● How to complete this task: From the first line to the last, restate the data word for word.

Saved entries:
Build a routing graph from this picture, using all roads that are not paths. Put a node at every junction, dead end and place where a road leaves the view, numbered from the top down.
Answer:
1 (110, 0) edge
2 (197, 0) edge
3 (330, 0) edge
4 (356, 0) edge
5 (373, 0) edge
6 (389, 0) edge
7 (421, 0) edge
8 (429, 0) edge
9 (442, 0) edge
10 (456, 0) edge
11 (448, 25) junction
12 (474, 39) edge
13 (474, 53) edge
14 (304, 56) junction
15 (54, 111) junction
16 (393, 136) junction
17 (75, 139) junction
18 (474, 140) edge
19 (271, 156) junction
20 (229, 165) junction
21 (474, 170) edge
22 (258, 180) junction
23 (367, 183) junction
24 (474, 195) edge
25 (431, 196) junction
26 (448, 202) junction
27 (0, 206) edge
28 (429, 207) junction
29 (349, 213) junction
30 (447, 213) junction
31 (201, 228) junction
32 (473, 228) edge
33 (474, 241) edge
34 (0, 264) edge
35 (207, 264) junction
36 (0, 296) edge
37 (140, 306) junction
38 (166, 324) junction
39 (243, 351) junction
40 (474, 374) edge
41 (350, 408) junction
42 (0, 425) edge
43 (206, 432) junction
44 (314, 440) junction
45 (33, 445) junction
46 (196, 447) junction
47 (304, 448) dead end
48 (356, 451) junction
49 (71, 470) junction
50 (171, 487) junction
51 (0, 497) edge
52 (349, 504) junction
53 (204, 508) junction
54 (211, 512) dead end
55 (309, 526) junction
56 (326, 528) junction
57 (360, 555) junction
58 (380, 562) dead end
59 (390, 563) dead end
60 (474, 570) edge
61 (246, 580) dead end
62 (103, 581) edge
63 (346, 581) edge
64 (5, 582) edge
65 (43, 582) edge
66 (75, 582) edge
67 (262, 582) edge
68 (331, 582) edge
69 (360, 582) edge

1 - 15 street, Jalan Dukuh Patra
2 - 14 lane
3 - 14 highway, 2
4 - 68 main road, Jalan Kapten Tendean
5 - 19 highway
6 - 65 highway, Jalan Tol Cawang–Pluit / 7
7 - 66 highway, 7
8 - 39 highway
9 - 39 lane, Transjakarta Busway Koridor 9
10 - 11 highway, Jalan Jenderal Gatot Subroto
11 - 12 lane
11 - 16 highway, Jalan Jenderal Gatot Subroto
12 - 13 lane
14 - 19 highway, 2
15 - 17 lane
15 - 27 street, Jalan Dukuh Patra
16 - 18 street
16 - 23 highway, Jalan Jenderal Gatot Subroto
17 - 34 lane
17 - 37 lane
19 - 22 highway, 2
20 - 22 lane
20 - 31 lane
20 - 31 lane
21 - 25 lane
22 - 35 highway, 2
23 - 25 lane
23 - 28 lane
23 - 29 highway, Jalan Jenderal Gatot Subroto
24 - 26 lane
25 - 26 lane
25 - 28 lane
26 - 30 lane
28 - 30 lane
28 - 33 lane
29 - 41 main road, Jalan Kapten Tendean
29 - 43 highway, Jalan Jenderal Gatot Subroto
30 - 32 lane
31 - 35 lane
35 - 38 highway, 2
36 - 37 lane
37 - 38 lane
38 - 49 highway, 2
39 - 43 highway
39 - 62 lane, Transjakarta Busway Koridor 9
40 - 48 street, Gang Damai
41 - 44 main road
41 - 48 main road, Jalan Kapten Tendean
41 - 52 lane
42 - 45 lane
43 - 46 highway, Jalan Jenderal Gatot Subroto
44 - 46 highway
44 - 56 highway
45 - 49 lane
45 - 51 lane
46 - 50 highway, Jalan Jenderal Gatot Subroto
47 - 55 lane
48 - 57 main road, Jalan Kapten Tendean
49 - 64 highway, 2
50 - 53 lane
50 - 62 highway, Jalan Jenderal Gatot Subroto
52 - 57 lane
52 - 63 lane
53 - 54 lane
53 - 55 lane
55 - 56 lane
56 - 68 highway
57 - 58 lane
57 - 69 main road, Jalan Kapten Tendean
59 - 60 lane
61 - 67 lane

● Reply to the task:
Build a routing graph from this picture, using all roads that are not paths. Put a node at every junction, dead end and place where a road leaves the view, numbered from the top down.
Answer:
1 (110, 0) edge
2 (197, 0) edge
3 (330, 0) edge
4 (356, 0) edge
5 (373, 0) edge
6 (389, 0) edge
7 (421, 0) edge
8 (429, 0) edge
9 (442, 0) edge
10 (456, 0) edge
11 (448, 25) junction
12 (474, 39) edge
13 (474, 53) edge
14 (304, 56) junction
15 (54, 111) junction
16 (393, 136) junction
17 (75, 139) junction
18 (474, 140) edge
19 (271, 156) junction
20 (229, 165) junction
21 (474, 170) edge
22 (258, 180) junction
23 (367, 183) junction
24 (474, 195) edge
25 (431, 196) junction
26 (448, 202) junction
27 (0, 206) edge
28 (429, 207) junction
29 (349, 213) junction
30 (447, 213) junction
31 (201, 228) junction
32 (473, 228) edge
33 (474, 241) edge
34 (0, 264) edge
35 (207, 264) junction
36 (0, 296) edge
37 (140, 306) junction
38 (166, 324) junction
39 (243, 351) junction
40 (474, 374) edge
41 (350, 408) junction
42 (0, 425) edge
43 (206, 432) junction
44 (314, 440) junction
45 (33, 445) junction
46 (196, 447) junction
47 (304, 448) dead end
48 (356, 451) junction
49 (71, 470) junction
50 (171, 487) junction
51 (0, 497) edge
52 (349, 504) junction
53 (204, 508) junction
54 (211, 512) dead end
55 (309, 526) junction
56 (326, 528) junction
57 (360, 555) junction
58 (380, 562) dead end
59 (390, 563) dead end
60 (474, 570) edge
61 (246, 580) dead end
62 (103, 581) edge
63 (346, 581) edge
64 (5, 582) edge
65 (43, 582) edge
66 (75, 582) edge
67 (262, 582) edge
68 (331, 582) edge
69 (360, 582) edge

1 - 15 street, Jalan Dukuh Patra
2 - 14 lane
3 - 14 highway, 2
4 - 68 main road, Jalan Kapten Tendean
5 - 19 highway
6 - 65 highway, Jalan Tol Cawang–Pluit / 7
7 - 66 highway, 7
8 - 39 highway
9 - 39 lane, Transjakarta Busway Koridor 9
10 - 11 highway, Jalan Jenderal Gatot Subroto
11 - 12 lane
11 - 16 highway, Jalan Jenderal Gatot Subroto
12 - 13 lane
14 - 19 highway, 2
15 - 17 lane
15 - 27 street, Jalan Dukuh Patra
16 - 18 street
16 - 23 highway, Jalan Jenderal Gatot Subroto
17 - 34 lane
17 - 37 lane
19 - 22 highway, 2
20 - 22 lane
20 - 31 lane
20 - 31 lane
21 - 25 lane
22 - 35 highway, 2
23 - 25 lane
23 - 28 lane
23 - 29 highway, Jalan Jenderal Gatot Subroto
24 - 26 lane
25 - 26 lane
25 - 28 lane
26 - 30 lane
28 - 30 lane
28 - 33 lane
29 - 41 main road, Jalan Kapten Tendean
29 - 43 highway, Jalan Jenderal Gatot Subroto
30 - 32 lane
31 - 35 lane
35 - 38 highway, 2
36 - 37 lane
37 - 38 lane
38 - 49 highway, 2
39 - 43 highway
39 - 62 lane, Transjakarta Busway Koridor 9
40 - 48 street, Gang Damai
41 - 44 main road
41 - 48 main road, Jalan Kapten Tendean
41 - 52 lane
42 - 45 lane
43 - 46 highway, Jalan Jenderal Gatot Subroto
44 - 46 highway
44 - 56 highway
45 - 49 lane
45 - 51 lane
46 - 50 highway, Jalan Jenderal Gatot Subroto
47 - 55 lane
48 - 57 main road, Jalan Kapten Tendean
49 - 64 highway, 2
50 - 53 lane
50 - 62 highway, Jalan Jenderal Gatot Subroto
52 - 57 lane
52 - 63 lane
53 - 54 lane
53 - 55 lane
55 - 56 lane
56 - 68 highway
57 - 58 lane
57 - 69 main road, Jalan Kapten Tendean
59 - 60 lane
61 - 67 lane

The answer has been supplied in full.